Um estudo realizado por investigadores da Universidade de Bristol concluiu que o uso do paracetamol a meio da gravidez (entre a 18ª e a 35ª semanas) – como analgésico que alivia as dores inerentes à gestação – aumenta o risco de comportamentos adversos nas crianças até aos sete anos, nomeadamente problemas de hiperatividade.

A investigação publicada esta segunda feira na revista Paediatric and Perinatal Epidemiology tem por base 14 mil crianças nascidas entre 1991 e 1992.

Quando estavam com sete meses de gravidez, 43% das mães disseram ter tomado paracetamol ‘às vezes’ ou muito frequentemente durante os três meses anteriores.
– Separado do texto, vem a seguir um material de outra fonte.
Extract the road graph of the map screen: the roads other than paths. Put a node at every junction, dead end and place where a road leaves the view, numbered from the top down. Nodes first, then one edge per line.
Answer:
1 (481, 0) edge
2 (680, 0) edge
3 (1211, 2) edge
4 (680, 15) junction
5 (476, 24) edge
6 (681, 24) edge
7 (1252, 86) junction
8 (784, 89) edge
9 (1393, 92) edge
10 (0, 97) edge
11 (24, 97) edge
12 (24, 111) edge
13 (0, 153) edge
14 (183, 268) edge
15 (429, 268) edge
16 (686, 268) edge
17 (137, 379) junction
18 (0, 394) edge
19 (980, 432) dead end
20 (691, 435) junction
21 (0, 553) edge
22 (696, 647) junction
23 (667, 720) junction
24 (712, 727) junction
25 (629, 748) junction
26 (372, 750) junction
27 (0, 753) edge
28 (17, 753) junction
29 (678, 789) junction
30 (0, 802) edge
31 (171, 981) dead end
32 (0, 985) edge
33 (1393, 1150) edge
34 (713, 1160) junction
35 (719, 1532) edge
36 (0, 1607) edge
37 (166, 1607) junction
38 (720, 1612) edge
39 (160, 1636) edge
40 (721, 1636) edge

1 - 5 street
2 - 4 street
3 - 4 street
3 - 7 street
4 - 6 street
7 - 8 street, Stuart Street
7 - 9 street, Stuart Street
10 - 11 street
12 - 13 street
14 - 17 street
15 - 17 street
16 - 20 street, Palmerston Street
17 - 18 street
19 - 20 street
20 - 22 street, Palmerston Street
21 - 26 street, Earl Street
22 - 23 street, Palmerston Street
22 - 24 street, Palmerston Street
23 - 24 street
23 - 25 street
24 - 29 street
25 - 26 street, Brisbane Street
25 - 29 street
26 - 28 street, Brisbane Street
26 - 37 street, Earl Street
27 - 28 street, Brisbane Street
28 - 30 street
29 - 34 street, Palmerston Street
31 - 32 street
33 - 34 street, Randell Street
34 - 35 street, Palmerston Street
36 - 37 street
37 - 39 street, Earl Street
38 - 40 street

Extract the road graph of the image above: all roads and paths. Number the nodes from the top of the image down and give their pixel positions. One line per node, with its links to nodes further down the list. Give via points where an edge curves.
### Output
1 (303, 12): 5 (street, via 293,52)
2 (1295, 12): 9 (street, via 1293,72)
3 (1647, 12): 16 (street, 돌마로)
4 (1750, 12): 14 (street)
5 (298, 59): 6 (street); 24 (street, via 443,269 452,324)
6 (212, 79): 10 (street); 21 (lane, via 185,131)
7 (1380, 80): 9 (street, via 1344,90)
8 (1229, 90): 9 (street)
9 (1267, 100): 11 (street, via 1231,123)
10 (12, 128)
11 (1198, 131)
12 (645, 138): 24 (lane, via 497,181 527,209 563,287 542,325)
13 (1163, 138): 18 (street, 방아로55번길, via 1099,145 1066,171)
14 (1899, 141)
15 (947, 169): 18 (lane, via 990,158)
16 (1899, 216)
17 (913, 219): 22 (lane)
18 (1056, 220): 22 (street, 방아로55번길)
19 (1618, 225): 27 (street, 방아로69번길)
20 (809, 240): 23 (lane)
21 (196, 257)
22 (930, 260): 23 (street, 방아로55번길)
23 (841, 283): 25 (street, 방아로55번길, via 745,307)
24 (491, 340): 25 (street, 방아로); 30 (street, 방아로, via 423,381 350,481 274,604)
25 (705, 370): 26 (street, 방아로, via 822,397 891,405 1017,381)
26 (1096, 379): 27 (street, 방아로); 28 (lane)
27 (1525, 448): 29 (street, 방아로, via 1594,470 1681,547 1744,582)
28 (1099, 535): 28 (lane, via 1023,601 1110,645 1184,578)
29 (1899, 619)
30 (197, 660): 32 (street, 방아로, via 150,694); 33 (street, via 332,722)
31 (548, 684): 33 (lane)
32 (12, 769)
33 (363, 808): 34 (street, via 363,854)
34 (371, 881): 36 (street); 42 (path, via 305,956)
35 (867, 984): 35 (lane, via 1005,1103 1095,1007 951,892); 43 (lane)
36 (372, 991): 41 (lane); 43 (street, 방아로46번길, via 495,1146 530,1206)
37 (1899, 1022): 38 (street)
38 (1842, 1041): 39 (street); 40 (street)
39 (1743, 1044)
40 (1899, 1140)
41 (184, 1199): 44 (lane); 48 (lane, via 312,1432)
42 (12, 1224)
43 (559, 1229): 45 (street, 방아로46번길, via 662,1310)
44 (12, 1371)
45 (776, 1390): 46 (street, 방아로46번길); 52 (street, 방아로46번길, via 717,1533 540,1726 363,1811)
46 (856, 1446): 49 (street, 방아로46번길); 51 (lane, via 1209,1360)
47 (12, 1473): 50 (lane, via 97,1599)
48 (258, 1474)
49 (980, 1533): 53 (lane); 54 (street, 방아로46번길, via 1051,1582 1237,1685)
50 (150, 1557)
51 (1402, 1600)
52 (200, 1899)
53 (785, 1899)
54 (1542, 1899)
Com base nisto, os investigadores examinaram os resultados da memória das crianças, testes de QI e desenvolvimento pré-escolar, bem como indicadores de comportamento e encontraram uma associação entre a ingestão de paracetamol e problemas de hiperatividade e atenção. Os rapazes parecem ser mais suscetíveis do que as raparigas em relação aos possíveis efeitos comportamentais deste fármaco.

Jane Golding, a principal autora do estudo, refere que as conclusões “reforçam o conselho de que as mulheres devem ter cuidado quando tomam medicamentos durante a gravidez”

Em trabalhos anteriores já tinham sido identificada uma relação entre a toma deste analgésico durante a gravidez e efeitos adversos cognitivos nas crianças.